In her interview with the New York Post, Condi claims that the Clinton Administration did not develop a strategy to fight al Qaeda. The lying bitch also sharply disputed Clinton’s claim that he “left a comprehensive anti-terror strategy” for the incoming Bush team during the presidential transition in 2001.

Here’s what the 9/11 Commission Report has to say about it:
As the Clinton administration drew to a close, Clarke and his staff developed a policy paper of their own [which] incorporated the CIA’s new ideas from the Blue Sky memo, and posed several near-term policy options.

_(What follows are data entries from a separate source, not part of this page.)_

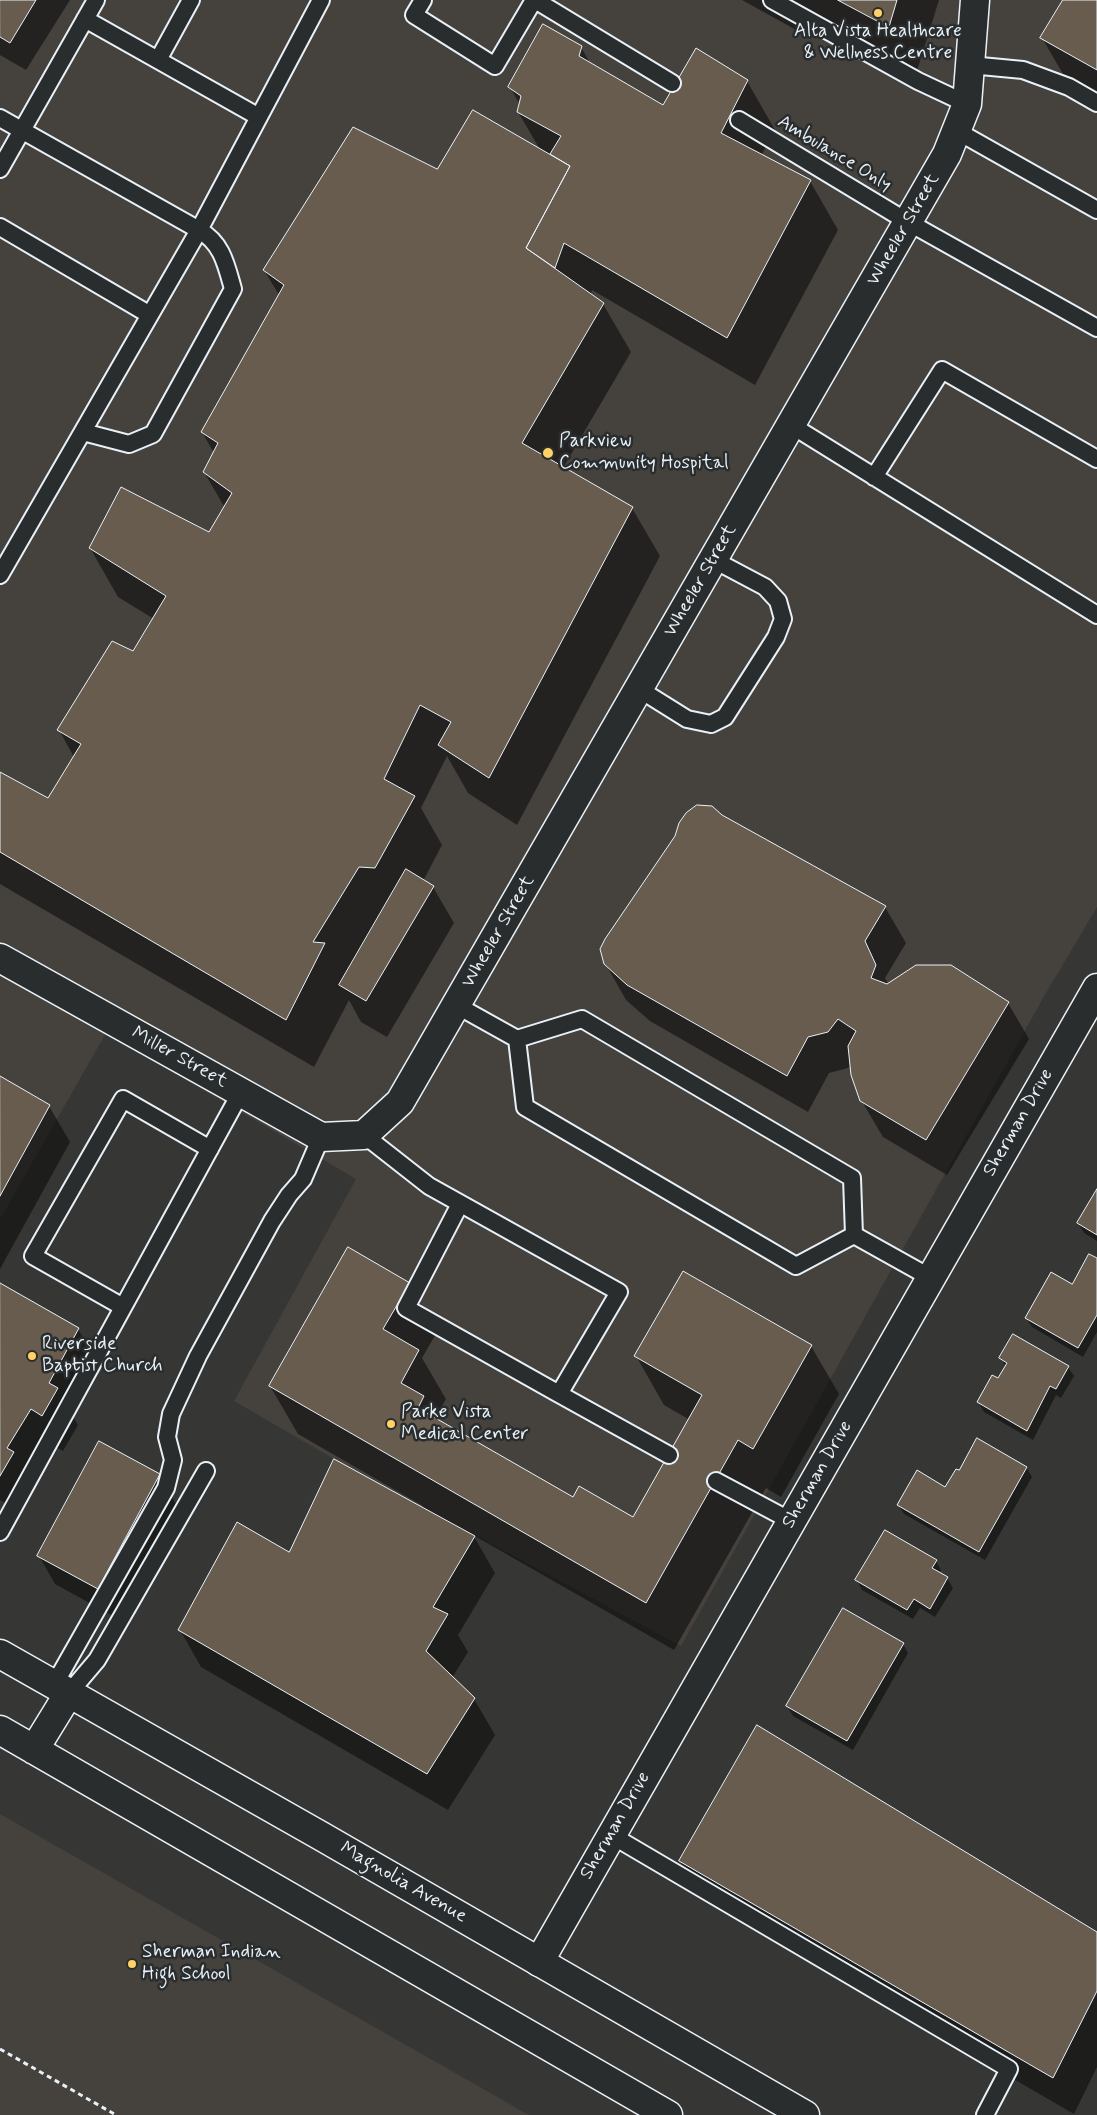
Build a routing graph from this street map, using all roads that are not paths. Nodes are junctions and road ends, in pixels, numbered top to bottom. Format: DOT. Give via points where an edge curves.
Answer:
graph roads {
  1 [pos="96,0"];
  2 [pos="191,0"];
  3 [pos="321,0"];
  4 [pos="423,0"];
  5 [pos="534,0"];
  6 [pos="772,0"];
  7 [pos="976,0"];
  8 [pos="85,19"];
  9 [pos="158,60"];
  10 [pos="970,65"];
  11 [pos="672,83"];
  12 [pos="1097,103"];
  13 [pos="967,104"];
  14 [pos="259,117"];
  15 [pos="0,118"];
  16 [pos="739,120"];
  17 [pos="22,131"];
  18 [pos="956,131"];
  19 [pos="0,169"];
  20 [pos="1097,210"];
  21 [pos="908,222"];
  22 [pos="0,227"];
  23 [pos="198,230"];
  24 [pos="150,315"];
  25 [pos="1097,328"];
  26 [pos="791,426"];
  27 [pos="82,432"];
  28 [pos="1097,459"];
  29 [pos="874,477"];
  30 [pos="714,560"];
  31 [pos="0,575"];
  32 [pos="1097,615"];
  33 [pos="639,689"];
  34 [pos="0,958"];
  35 [pos="1097,988"];
  36 [pos="456,1005"];
  37 [pos="517,1039"];
  38 [pos="241,1092"];
  39 [pos="364,1135"];
  40 [pos="321,1137"];
  41 [pos="210,1149"];
  42 [pos="460,1204"];
  43 [pos="854,1236"];
  44 [pos="931,1278"];
  45 [pos="124,1307"];
  46 [pos="559,1394"];
  47 [pos="669,1455"];
  48 [pos="206,1472"];
  49 [pos="716,1480"];
  50 [pos="791,1521"];
  51 [pos="0,1532"];
  52 [pos="0,1654"];
  53 [pos="61,1689"];
  54 [pos="0,1730"];
  55 [pos="34,1750"];
  56 [pos="611,1835"];
  57 [pos="538,1962"];
  58 [pos="668,2115"];
  59 [pos="805,2115"];
  60 [pos="985,2115"];
  1 -- 8 [label="lane"];
  2 -- 9 [label="lane"];
  3 -- 14 [label="lane"];
  4 -- 5 [label="lane" via="414,15 495,66"];
  5 -- 11 [label="lane"];
  6 -- 13 [label="lane" via="918,81"];
  7 -- 10 [label="street, Wheeler Street"];
  8 -- 9 [label="lane"];
  8 -- 17 [label="lane"];
  9 -- 14 [label="lane"];
  10 -- 12 [label="lane" via="1023,70 1069,87"];
  10 -- 13 [label="street, Wheeler Street"];
  13 -- 18 [label="street, Wheeler Street"];
  14 -- 23 [label="lane"];
  15 -- 17 [label="lane"];
  16 -- 21 [label="lane, Ambulance Only"];
  17 -- 19 [label="lane"];
  17 -- 23 [label="lane"];
  18 -- 20 [label="lane"];
  18 -- 21 [label="street, Wheeler Street" via="947,154"];
  21 -- 25 [label="lane, Ambulance Only"];
  21 -- 26 [label="street, Wheeler Street"];
  22 -- 24 [label="lane"];
  23 -- 24 [label="lane"];
  23 -- 27 [label="lane" via="211,237 225,259 233,289 153,434 129,444"];
  24 -- 27 [label="lane"];
  26 -- 29 [label="lane"];
  26 -- 30 [label="street, Wheeler Street"];
  27 -- 31 [label="lane"];
  28 -- 29 [label="lane" via="942,370"];
  29 -- 32 [label="lane"];
  30 -- 33 [label="street, Wheeler Street"];
  30 -- 33 [label="lane" via="765,587 778,601 783,619 776,637 725,717 711,724 687,719"];
  33 -- 36 [label="street, Wheeler Street"];
  34 -- 38 [label="street, Miller Street"];
  35 -- 44 [label="street, Sherman Drive"];
  36 -- 37 [label="lane"];
  36 -- 39 [label="street, Wheeler Street" via="400,1102"];
  37 -- 43 [label="lane" via="582,1019 852,1178"];
  37 -- 43 [label="lane" via="525,1107 796,1266"];
  38 -- 40 [label="street, Miller Street"];
  38 -- 41 [label="lane"];
  39 -- 40 [label="street"];
  39 -- 42 [label="lane" via="429,1186"];
  40 -- 53 [label="lane" via="304,1180 289,1195 272,1221 198,1356 171,1414 167,1437 173,1460 166,1488"];
  41 -- 45 [label="lane"];
  41 -- 45 [label="lane" via="123,1099 33,1256"];
  42 -- 46 [label="lane" via="406,1308"];
  42 -- 46 [label="lane" via="619,1292"];
  43 -- 44 [label="lane"];
  44 -- 50 [label="street, Sherman Drive"];
  45 -- 51 [label="lane"];
  46 -- 47 [label="lane"];
  48 -- 53 [label="lane" via="97,1660"];
  49 -- 50 [label="lane"];
  50 -- 56 [label="street, Sherman Drive"];
  52 -- 53 [label="street, Magnolia Avenue"];
  53 -- 55 [label="street"];
  53 -- 57 [label="street, Magnolia Avenue"];
  54 -- 55 [label="street"];
  55 -- 58 [label="street"];
  56 -- 57 [label="street, Sherman Drive"];
  56 -- 60 [label="lane" via="1009,2069"];
  57 -- 59 [label="street, Magnolia Avenue"];
}
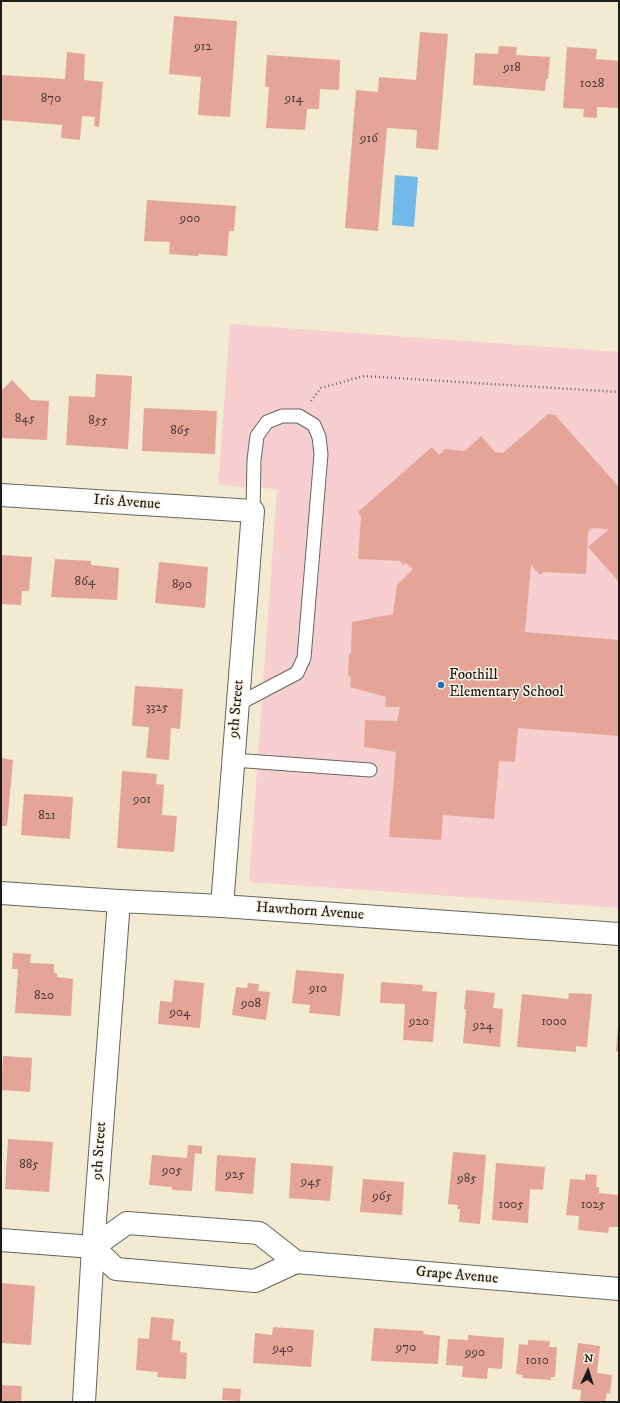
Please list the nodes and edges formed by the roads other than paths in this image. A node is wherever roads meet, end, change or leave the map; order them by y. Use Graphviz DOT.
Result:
graph roads {
  1 [pos="1,495"];
  2 [pos="253,511"];
  3 [pos="238,704"];
  4 [pos="233,760"];
  5 [pos="370,770"];
  6 [pos="1,893"];
  7 [pos="119,900"];
  8 [pos="222,906"];
  9 [pos="619,934"];
  10 [pos="1,1240"];
  11 [pos="93,1247"];
  12 [pos="296,1262"];
  13 [pos="619,1289"];
  14 [pos="84,1402"];
  1 -- 2 [label="street, Iris Avenue"];
  2 -- 3 [label="street, 9th Street"];
  2 -- 3 [label="lane"];
  3 -- 4 [label="street, 9th Street"];
  4 -- 5 [label="lane"];
  4 -- 8 [label="street, 9th Street"];
  6 -- 7 [label="street, Hawthorn Avenue"];
  7 -- 8 [label="street, Hawthorn Avenue"];
  7 -- 11 [label="street, 9th Street"];
  8 -- 9 [label="street, Hawthorn Avenue"];
  10 -- 11 [label="street"];
  11 -- 12 [label="street, Grape Avenue"];
  11 -- 12 [label="street"];
  11 -- 14 [label="street, 9th Street"];
  12 -- 13 [label="street, Grape Avenue"];
}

Clarke and his staff proposed a goal to “roll back” al Qaeda over a period of three to five years …[including] covert aid to the Northern Alliance, covert aid to Uzbekistan, and renewed Predator flights in March 2001. A sentence called for military action to destroy al Qaeda command-and control targets and infrastructure and Taliban military and command assets. The paper also expressed concern about the presence of al Qaeda operatives in the United States.” [p. 197]

Clarke, who also worked for the Regan and Bush administrations, wrote to that lying bitch, Condi, a memo as soon as the Bush administration took office, stating, “[W]e urgently need…a Principals level review of the al Qida network.” His request was denied.

Would you like to see the actual Memo that that lying bitch, Condi, says doesn't exist? You can see, with your own eyes, the actual Memo.

And here is the actual strategy Memo titled Strategy for Eliminating the Threat from the Jihadist Networks of al-Qida: Status and Prospects developed by the last Administration that that lying bitch Condi said she did not receive.

Wow, so I guess Condi was right. The Clinton Administration didn’t give her an Al Qaeda strategy. They gave the lying bitch TWO strategies.